Als Partei der dänischen und friesischen Minderheit gehört es zu unserer DNA, sich für die Minderheitensprachen einzusetzen. Regelmäßig sorgen wir im parlamentarischen Betrieb mit unseren SSW-Initiativen dafür, dass die kleinen Sprachen mitgedacht und gestärkt werden. Denn man muss sich immer wieder bewusst machen: Sprachenpolitik ist kein „nice to have“, sondern kann im Zweifel über Leben oder Tod einer Sprache entscheiden.

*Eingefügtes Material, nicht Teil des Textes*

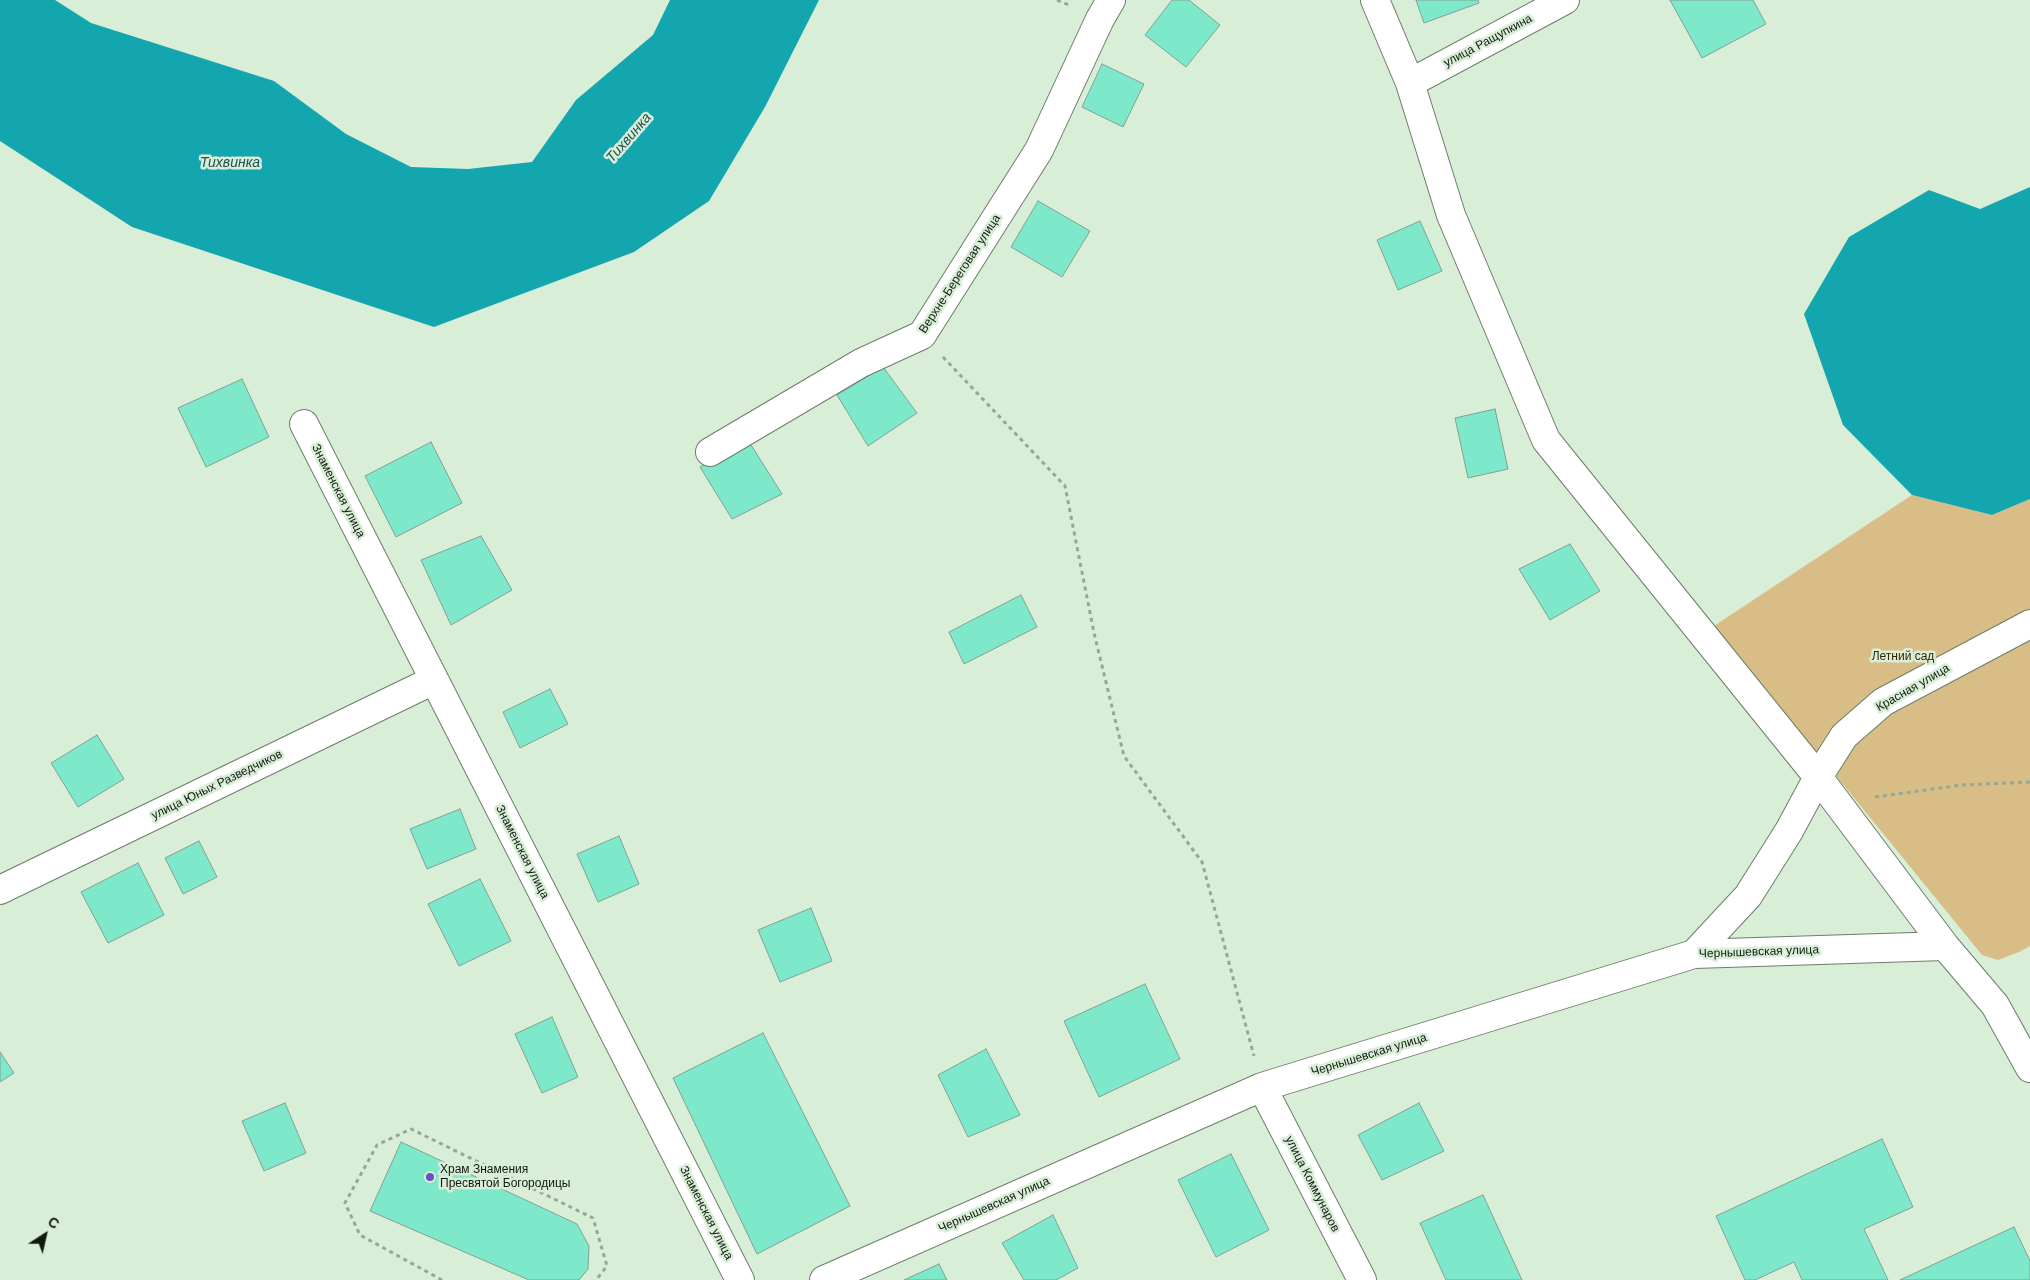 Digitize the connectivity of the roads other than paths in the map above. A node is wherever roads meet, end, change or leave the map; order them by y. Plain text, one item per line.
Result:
1 (1111, 0) edge
2 (1375, 0) edge
3 (1565, 0) edge
4 (1410, 83) junction
5 (304, 424) dead end
6 (710, 452) dead end
7 (2030, 624) edge
8 (434, 680) junction
9 (1818, 777) junction
10 (0, 890) edge
11 (1945, 946) junction
12 (1694, 954) junction
13 (2030, 1068) edge
14 (1262, 1087) junction
15 (740, 1280) edge
16 (824, 1280) edge
17 (1362, 1280) edge

1 - 6 street, Верхне-Береговая улица
2 - 4 street
3 - 4 street, улица Ращупкина
4 - 9 street
5 - 8 street, Знаменская улица
7 - 9 street, Красная улица
8 - 10 street, улица Юных Разведчиков
8 - 15 street, Знаменская улица
9 - 11 street
9 - 12 street, Красная улица
11 - 12 street, Чернышевская улица
11 - 13 street
12 - 14 street, Чернышевская улица
14 - 16 street, Чернышевская улица
14 - 17 street, улица Коммунаров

Und übrigens: „Identität und Mehrwert" heißt das Leitmotiv des neuen Handlungsplans Sprachenpolitik. Damit nehme man die „Wünsche der Sprechergruppen nach mehr Sichtbarmachung und Wissensvermittlung“ auf. Zweisprachige Ortsschilder sind das simpelste Mittel für mehr Präsenz und Bewusstmachung der sprachlichen Vielfalt. Auch hier ist noch deutlich Luft nach oben!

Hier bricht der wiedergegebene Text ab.